In the 1950s, during the so-called “White Flight,” ethnic minority families began moving into traditionally white neighborhoods. Middle-class Caucasians could escape a life of diversity by moving to newer suburban neighborhoods erected on the outskirts of big cities.
At the same time, Hollywood and the music industry had begun promoting the concept of the American teenager, a consumer identity that existed independently of one’s parents. If the gateway hypothesis reflects the anxieties of America’s white parents, then the white teen was simply a victim of drug addiction rather than a participant.
“In the 1930s, it was believed that marijuana led to general adolescent misbehavior,” Blumenthal explained. “Then in the 1950s, the rationale was marijuana would lead young people into communism.”
In the 1970s, he continued, marijuana was thought to convert teens to the counterculture. By the 1980s, the Reagan administration argued that marijuana would lead teenagers into a life of homosexual depravity, introducing America’s vulnerable youth to the ravages of HIV and AIDS.
The gateway hypothesis has never been applied equally, as it goes with anything related to drug laws. When it came to suburban Caucasians, the gateway hypothesis could exonerate white kids, to lessen the severity of any legal or social penalties they faced if caught with herb.
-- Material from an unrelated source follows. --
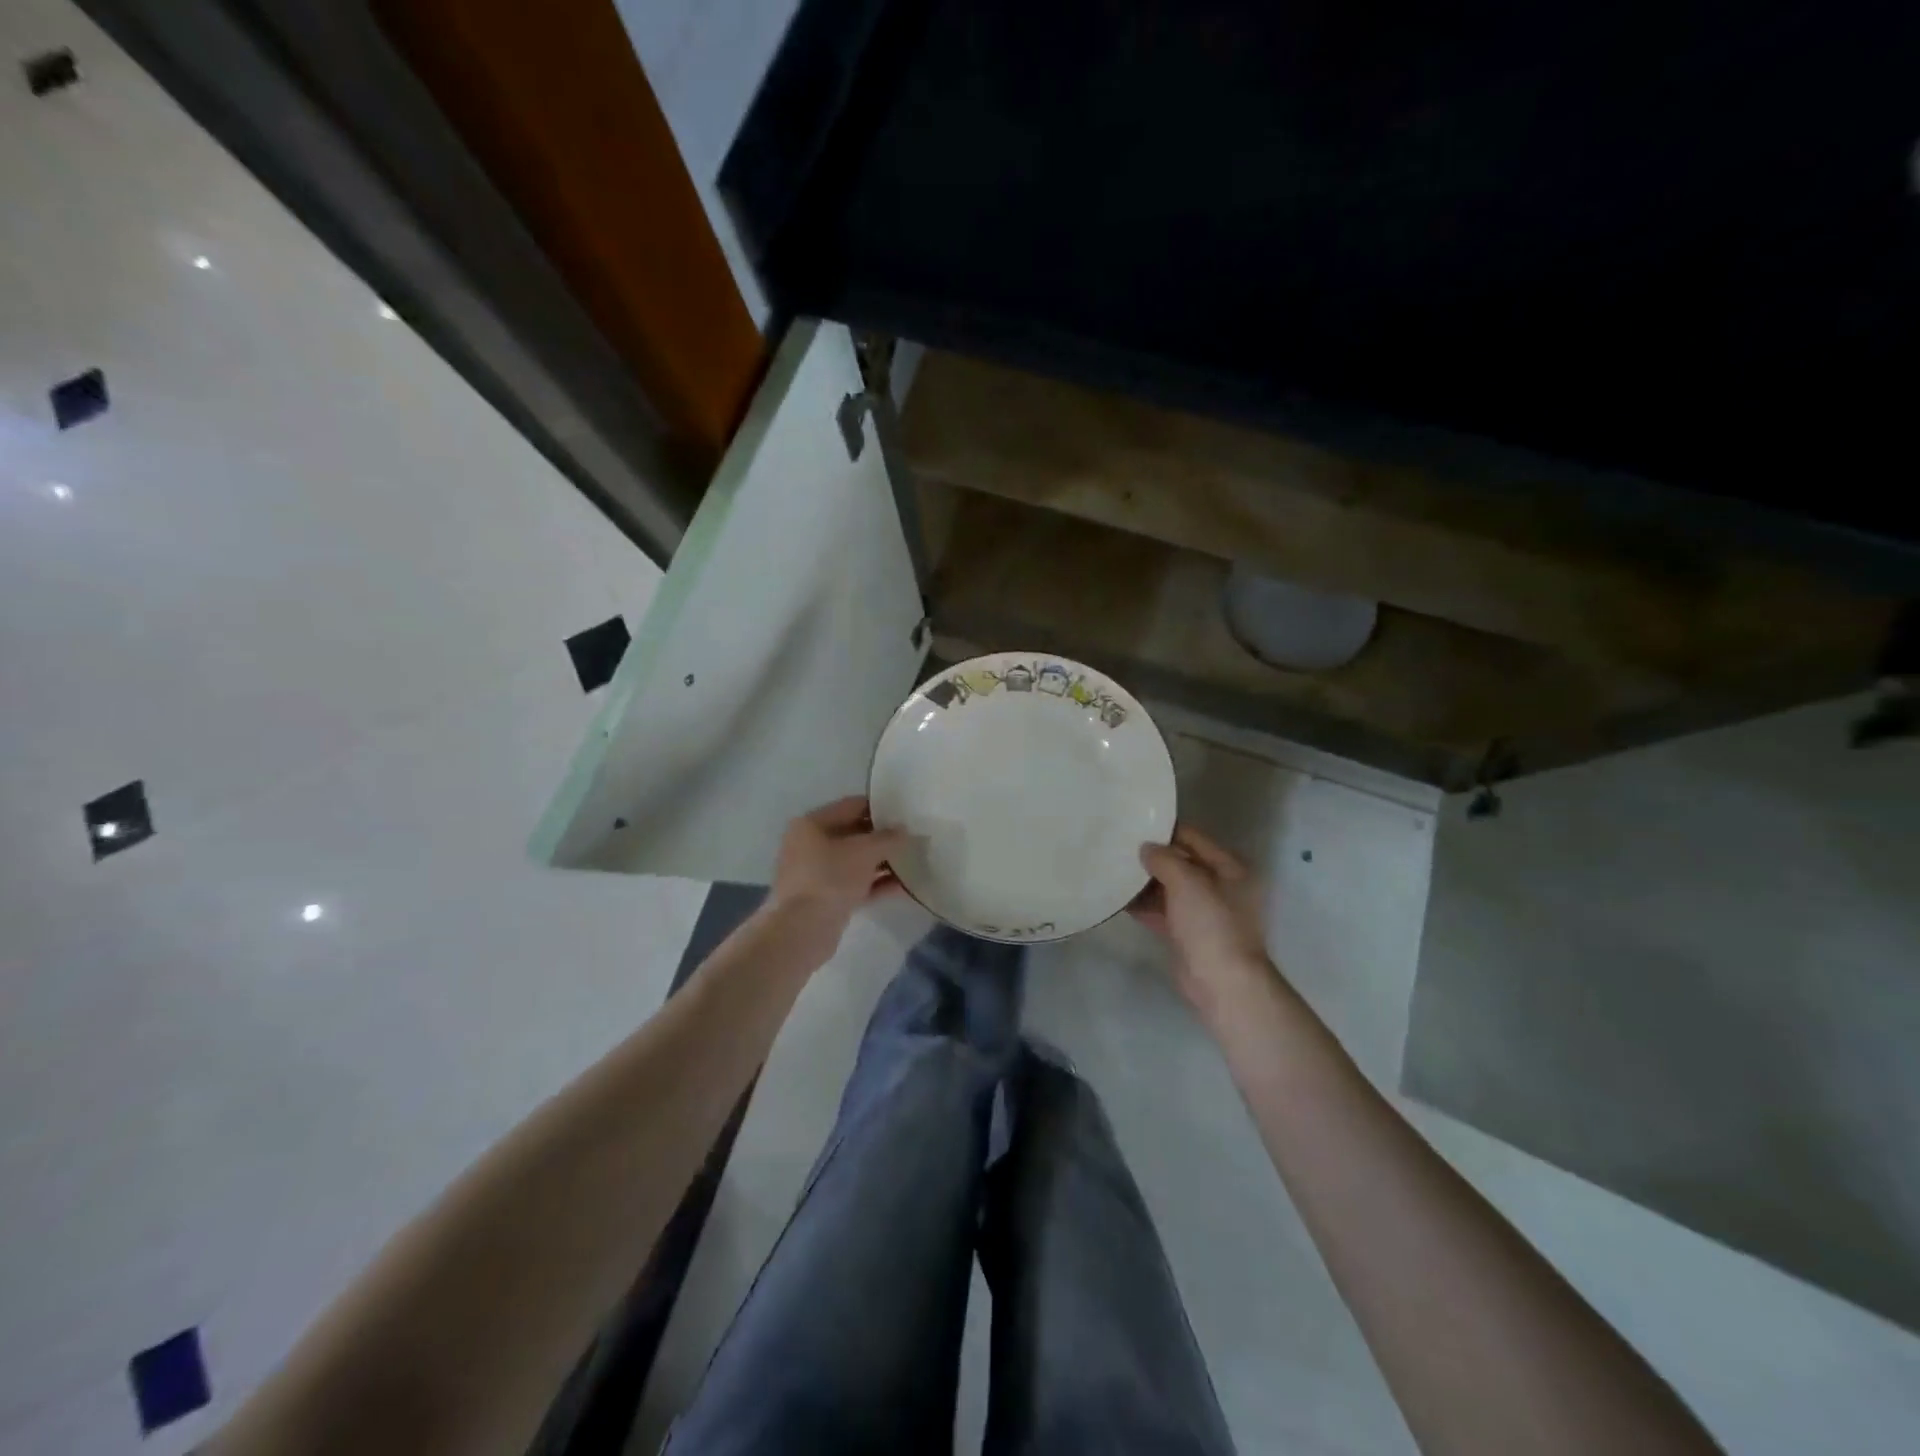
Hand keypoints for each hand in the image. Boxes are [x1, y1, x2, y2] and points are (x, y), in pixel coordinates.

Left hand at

But when it came to African-Americans and other people of color, groups that have traditionally been stereotyped as dope peddlers, the gateway hypothesis worked against them.
“The theory requires that you have a predatory drug dealer that tempts the innocent, suburban drug user first with marijuana then introduces them to harder substances,” Blumenthal said. “The racial dimension gave comfort to white families, but it had detrimental consequences for the way Americans perceived drug policy and law enforcement.”
A Gateway with Three Entrances
To understand the complexities of the gateway hypothesis, Richard Bonnie said we should recognize there are actually three different gateway explanations.
The first is the pharmacologic explanation, that cannabis rewires the brain to crave more potent highs. The second is a market explanation, that engaging with an illegal market such as weed places the individual closer to other illegal markets, like heroin or meth.
The third explanation, which Bonnie said has ample scientific support, cautions against any adolescent use of any substance, as the developing mind is more susceptible to abuse.
“That’s true with tobacco, that’s true with alcohol, that’s true with marijuana,” he said. “That’s not a gateway hypothesis, but that is a prediction that the earlier you use any of these substances, you’re more likely to use any of these other substances.”
So, basically, kids: stay in school, and stay away from drugs. If you crave dopamine spikes, just stick with social media.